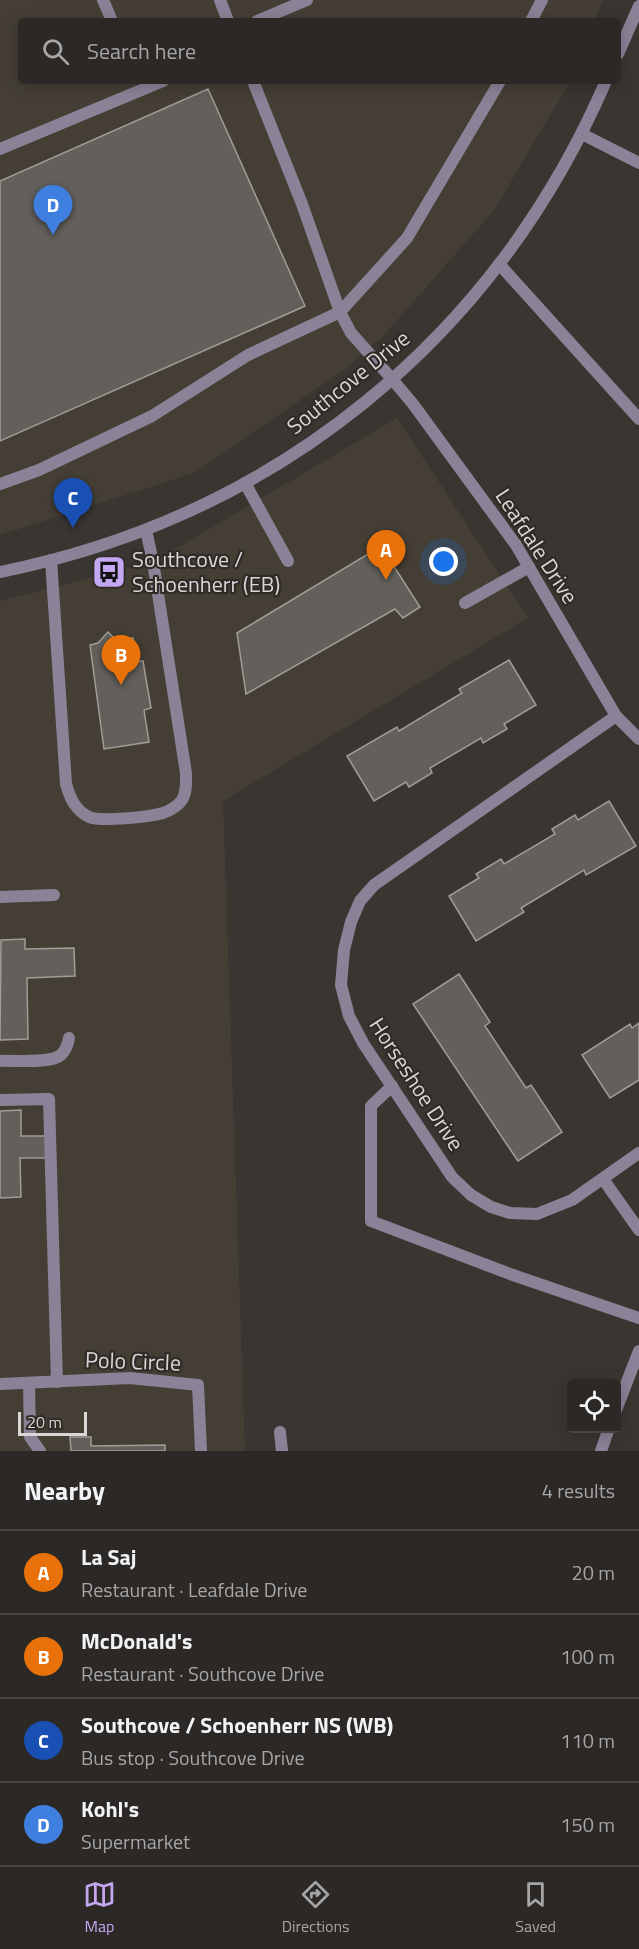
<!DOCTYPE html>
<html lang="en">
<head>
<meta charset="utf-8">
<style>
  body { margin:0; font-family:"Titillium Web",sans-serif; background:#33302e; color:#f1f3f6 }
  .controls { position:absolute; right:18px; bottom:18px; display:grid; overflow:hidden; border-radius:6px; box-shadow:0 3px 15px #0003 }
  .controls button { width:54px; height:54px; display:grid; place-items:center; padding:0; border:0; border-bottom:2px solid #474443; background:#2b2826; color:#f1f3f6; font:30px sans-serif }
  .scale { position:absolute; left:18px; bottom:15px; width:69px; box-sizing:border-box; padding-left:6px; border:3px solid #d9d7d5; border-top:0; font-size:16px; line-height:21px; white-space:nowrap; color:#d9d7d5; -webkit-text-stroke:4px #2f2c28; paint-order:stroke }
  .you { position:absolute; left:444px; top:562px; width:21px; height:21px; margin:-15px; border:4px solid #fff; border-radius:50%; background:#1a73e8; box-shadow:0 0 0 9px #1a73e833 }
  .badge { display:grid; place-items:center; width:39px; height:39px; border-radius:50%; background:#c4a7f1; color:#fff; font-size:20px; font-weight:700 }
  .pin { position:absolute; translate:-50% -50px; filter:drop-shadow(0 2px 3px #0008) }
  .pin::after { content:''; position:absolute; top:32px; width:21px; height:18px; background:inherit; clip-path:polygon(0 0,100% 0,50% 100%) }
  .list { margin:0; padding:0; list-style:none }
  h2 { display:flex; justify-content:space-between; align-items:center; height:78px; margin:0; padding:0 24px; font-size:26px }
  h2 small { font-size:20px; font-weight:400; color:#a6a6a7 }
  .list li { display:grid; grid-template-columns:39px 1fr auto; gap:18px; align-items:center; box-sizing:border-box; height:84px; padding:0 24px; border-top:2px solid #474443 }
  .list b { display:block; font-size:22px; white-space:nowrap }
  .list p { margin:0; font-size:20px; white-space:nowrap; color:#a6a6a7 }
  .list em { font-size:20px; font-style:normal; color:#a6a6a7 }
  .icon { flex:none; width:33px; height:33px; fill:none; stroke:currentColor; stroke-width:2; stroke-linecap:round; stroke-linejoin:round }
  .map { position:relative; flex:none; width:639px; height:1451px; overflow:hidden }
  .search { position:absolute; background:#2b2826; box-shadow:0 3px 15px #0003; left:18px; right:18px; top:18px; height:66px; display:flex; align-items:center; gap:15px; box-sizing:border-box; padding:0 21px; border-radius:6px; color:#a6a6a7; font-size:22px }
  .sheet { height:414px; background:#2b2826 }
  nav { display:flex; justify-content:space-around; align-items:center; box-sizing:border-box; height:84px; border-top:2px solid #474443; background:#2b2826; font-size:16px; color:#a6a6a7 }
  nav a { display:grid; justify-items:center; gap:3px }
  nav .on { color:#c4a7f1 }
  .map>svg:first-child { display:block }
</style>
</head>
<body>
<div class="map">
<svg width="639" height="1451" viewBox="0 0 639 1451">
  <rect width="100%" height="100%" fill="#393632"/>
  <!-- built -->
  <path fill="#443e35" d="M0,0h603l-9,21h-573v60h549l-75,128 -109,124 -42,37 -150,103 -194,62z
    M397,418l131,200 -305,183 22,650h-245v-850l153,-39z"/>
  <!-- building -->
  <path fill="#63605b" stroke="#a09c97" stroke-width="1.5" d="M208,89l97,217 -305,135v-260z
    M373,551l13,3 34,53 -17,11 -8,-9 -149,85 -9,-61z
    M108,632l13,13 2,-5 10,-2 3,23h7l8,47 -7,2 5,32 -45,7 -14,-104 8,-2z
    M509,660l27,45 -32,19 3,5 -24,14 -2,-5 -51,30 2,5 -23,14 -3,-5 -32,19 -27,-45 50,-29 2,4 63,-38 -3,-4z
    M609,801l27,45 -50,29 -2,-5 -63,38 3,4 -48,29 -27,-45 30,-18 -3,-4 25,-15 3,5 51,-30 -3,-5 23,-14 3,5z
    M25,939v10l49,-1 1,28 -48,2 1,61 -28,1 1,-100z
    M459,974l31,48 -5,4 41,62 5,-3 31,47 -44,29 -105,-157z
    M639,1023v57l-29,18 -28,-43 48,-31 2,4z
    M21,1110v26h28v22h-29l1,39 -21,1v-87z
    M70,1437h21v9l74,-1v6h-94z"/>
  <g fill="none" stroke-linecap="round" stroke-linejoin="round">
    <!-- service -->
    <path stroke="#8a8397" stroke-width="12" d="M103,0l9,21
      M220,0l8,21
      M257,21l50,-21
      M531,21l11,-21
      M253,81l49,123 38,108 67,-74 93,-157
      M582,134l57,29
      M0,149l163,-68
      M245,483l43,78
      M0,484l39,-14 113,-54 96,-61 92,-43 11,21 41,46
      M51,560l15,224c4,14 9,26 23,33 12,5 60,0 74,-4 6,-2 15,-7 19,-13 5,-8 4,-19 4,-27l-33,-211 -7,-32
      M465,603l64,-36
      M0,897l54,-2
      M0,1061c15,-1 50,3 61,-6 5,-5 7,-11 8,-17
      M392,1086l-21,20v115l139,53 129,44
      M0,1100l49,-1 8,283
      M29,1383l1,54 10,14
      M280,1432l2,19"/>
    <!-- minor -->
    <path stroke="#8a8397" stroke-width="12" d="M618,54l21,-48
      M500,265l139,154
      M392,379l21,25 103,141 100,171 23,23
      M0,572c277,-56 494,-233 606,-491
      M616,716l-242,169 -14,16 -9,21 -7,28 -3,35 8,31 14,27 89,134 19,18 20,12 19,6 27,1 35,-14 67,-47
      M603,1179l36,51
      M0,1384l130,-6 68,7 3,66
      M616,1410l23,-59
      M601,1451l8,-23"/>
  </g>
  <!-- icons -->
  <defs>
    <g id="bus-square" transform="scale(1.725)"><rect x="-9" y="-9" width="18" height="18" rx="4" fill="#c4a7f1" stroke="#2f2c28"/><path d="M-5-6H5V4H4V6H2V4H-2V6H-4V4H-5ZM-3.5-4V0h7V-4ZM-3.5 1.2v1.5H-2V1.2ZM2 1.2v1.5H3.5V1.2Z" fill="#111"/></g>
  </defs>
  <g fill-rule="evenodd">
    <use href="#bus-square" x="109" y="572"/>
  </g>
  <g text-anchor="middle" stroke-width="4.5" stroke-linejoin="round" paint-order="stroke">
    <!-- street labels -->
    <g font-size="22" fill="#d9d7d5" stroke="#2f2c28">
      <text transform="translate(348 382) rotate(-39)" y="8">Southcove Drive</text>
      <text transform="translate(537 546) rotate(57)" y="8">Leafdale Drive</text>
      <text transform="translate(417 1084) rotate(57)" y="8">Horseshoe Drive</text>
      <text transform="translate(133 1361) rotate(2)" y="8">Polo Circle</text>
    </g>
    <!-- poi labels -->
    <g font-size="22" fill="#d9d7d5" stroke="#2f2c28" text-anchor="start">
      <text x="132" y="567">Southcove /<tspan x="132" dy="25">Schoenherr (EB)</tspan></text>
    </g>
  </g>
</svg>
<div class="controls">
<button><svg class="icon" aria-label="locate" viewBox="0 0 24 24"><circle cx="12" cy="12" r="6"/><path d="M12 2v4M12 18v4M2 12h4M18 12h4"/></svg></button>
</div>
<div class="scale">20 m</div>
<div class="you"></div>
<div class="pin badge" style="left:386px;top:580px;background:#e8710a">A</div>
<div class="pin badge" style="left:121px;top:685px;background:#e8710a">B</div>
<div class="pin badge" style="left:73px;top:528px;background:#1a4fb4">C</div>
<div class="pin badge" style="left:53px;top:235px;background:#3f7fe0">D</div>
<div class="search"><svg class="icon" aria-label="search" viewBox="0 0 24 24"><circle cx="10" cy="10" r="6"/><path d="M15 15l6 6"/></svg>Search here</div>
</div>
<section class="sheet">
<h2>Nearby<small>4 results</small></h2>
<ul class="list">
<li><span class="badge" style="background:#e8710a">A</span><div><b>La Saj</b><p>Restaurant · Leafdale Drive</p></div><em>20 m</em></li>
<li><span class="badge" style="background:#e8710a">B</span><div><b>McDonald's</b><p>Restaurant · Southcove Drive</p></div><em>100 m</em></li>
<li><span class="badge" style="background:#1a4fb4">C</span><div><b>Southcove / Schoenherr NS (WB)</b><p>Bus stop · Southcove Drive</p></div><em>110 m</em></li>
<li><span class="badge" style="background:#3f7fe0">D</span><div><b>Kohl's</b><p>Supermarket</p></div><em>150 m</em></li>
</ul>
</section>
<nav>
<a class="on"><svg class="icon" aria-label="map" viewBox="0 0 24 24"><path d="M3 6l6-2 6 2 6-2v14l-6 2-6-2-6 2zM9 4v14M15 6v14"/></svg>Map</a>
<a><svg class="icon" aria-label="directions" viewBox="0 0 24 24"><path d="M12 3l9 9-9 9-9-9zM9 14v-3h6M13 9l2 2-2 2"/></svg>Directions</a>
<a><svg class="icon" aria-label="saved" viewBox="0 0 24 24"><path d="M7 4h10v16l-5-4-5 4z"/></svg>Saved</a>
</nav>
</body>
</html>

..........

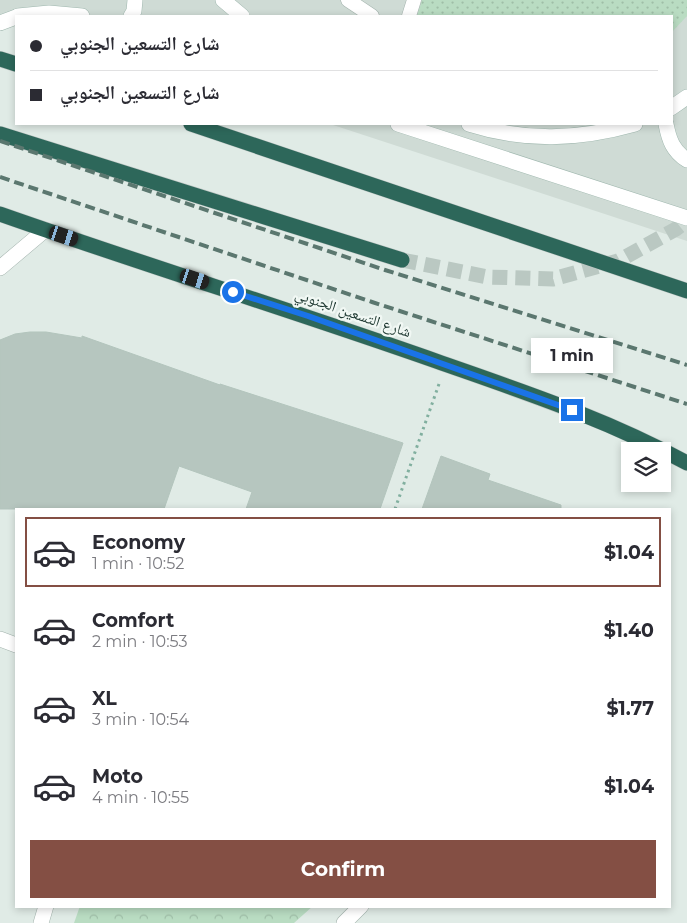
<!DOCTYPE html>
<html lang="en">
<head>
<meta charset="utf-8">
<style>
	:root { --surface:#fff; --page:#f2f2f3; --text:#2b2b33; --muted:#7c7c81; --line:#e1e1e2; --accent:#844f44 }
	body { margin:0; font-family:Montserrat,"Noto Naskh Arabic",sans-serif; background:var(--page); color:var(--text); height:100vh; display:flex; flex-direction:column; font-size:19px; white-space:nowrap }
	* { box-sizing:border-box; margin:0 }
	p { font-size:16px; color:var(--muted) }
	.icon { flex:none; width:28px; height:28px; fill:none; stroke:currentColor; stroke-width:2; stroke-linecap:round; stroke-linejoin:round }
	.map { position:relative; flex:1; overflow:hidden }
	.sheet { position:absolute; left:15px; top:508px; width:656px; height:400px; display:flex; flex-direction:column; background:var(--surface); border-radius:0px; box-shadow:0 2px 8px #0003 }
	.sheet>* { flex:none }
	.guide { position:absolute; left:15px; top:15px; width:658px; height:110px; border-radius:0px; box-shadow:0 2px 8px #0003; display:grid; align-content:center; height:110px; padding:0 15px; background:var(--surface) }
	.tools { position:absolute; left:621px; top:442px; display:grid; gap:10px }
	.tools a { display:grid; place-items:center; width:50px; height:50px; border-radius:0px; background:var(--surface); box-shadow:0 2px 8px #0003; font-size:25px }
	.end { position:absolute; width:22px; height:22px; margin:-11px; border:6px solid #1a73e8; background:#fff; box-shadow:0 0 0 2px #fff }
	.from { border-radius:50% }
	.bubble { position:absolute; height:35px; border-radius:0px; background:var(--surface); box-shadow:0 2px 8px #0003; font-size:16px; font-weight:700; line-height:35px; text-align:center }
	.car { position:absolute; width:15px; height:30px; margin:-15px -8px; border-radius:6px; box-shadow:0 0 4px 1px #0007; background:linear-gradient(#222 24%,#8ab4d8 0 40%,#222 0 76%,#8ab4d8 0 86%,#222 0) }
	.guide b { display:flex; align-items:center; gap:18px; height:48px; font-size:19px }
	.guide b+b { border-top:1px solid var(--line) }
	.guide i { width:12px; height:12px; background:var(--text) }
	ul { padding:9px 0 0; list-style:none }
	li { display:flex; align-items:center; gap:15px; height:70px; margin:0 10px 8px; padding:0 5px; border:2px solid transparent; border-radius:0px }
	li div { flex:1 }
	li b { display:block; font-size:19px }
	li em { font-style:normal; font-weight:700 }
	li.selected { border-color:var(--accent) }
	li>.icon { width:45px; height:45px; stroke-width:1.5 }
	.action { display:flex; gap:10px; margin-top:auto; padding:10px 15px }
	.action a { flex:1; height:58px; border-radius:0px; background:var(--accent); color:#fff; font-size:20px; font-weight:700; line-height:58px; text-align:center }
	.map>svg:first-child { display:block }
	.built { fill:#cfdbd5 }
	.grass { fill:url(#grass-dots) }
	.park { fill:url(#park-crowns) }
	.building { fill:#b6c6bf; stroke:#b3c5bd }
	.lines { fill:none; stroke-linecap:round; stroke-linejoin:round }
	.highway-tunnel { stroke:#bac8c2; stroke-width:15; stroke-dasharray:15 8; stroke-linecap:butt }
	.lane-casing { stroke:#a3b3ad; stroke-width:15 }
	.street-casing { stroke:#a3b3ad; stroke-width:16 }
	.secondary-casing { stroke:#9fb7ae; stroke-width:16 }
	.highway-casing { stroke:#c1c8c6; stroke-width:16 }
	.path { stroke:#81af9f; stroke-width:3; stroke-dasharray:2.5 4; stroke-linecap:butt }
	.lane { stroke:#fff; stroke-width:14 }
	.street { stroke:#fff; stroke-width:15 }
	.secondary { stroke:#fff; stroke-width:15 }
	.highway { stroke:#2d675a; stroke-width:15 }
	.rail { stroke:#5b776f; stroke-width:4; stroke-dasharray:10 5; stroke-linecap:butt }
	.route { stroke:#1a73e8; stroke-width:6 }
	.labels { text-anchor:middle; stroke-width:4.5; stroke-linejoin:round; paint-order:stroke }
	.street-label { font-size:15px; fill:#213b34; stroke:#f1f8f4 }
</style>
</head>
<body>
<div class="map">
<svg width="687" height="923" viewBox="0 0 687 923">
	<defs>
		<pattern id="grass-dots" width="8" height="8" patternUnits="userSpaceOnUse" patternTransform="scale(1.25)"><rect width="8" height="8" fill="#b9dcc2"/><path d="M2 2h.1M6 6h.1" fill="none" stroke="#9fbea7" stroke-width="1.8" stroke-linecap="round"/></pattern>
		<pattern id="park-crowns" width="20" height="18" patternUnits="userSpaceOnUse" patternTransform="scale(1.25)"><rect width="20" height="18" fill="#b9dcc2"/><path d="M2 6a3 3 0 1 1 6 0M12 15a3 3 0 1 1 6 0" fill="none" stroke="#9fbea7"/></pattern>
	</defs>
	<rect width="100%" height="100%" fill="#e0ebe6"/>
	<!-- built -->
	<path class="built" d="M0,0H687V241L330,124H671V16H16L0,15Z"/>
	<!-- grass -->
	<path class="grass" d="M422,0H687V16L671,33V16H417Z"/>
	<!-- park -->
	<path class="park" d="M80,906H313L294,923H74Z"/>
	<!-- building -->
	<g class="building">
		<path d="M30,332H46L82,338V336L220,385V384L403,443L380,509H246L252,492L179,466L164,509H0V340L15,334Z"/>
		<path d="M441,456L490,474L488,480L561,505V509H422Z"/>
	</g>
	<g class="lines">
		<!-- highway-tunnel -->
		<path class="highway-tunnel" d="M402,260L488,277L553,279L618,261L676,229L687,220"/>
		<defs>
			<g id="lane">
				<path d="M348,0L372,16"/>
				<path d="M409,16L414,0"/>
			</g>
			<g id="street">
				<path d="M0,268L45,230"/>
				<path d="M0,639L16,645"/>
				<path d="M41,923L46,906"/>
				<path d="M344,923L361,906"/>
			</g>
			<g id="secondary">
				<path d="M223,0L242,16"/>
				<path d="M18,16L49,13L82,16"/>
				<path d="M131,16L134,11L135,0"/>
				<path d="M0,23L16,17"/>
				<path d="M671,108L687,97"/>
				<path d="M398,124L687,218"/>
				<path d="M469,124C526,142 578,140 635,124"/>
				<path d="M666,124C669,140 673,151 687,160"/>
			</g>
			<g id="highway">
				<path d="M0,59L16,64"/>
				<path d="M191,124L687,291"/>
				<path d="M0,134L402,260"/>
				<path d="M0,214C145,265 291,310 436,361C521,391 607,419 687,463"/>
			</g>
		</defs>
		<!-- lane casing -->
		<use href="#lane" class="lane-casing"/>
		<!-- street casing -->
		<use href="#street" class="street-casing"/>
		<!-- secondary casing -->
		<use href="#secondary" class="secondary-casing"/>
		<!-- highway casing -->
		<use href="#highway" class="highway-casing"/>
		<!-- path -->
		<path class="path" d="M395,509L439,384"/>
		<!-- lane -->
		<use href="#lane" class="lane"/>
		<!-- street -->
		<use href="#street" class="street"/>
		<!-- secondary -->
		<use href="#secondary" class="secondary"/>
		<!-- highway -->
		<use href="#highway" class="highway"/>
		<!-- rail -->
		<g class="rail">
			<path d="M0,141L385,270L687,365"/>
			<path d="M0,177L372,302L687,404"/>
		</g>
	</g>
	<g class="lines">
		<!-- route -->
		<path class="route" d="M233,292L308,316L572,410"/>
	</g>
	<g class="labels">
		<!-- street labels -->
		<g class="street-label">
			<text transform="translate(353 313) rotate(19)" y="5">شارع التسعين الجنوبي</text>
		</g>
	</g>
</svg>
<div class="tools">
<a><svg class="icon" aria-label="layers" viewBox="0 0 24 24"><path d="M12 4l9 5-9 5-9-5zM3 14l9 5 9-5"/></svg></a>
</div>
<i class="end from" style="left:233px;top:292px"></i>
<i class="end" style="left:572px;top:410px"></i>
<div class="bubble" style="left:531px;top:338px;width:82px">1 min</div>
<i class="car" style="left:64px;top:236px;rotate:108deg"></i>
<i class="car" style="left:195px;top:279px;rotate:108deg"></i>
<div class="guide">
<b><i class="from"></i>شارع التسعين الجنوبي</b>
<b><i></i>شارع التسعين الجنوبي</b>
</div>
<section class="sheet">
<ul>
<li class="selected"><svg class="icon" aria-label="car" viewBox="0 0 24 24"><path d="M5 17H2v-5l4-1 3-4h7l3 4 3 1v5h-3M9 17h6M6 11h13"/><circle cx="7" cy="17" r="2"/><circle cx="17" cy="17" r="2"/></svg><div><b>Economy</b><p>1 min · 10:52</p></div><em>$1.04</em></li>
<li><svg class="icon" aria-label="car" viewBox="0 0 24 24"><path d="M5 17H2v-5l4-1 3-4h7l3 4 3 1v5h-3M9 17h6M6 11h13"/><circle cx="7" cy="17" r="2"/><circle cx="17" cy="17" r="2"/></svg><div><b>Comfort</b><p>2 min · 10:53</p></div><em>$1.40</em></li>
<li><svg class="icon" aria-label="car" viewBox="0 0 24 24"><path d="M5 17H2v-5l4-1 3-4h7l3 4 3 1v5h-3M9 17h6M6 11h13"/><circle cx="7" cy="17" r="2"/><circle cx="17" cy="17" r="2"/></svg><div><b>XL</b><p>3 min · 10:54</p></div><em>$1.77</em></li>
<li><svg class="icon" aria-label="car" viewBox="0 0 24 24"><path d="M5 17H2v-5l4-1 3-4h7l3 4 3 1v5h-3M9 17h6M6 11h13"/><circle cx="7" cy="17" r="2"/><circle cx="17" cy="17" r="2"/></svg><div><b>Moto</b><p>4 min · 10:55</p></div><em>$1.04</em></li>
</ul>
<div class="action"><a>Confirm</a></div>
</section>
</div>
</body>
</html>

..........

▶ **TASK STATEMENT**
Copy exactly the stretch of data above from the line with "position:absolute; left:18px; bottom:15px;" through the line with "position:absolute; translate:-50% -50px;", and omit all other lines.

▶ **WRITTEN REPLY**
  .scale { position:absolute; left:18px; bottom:15px; width:69px; box-sizing:border-box; padding-left:6px; border:3px solid #d9d7d5; border-top:0; font-size:16px; line-height:21px; white-space:nowrap; color:#d9d7d5; -webkit-text-stroke:4px #2f2c28; paint-order:stroke }
  .you { position:absolute; left:444px; top:562px; width:21px; height:21px; margin:-15px; border:4px solid #fff; border-radius:50%; background:#1a73e8; box-shadow:0 0 0 9px #1a73e833 }
  .badge { display:grid; place-items:center; width:39px; height:39px; border-radius:50%; background:#c4a7f1; color:#fff; font-size:20px; font-weight:700 }
  .pin { position:absolute; translate:-50% -50px; filter:drop-shadow(0 2px 3px #0008) }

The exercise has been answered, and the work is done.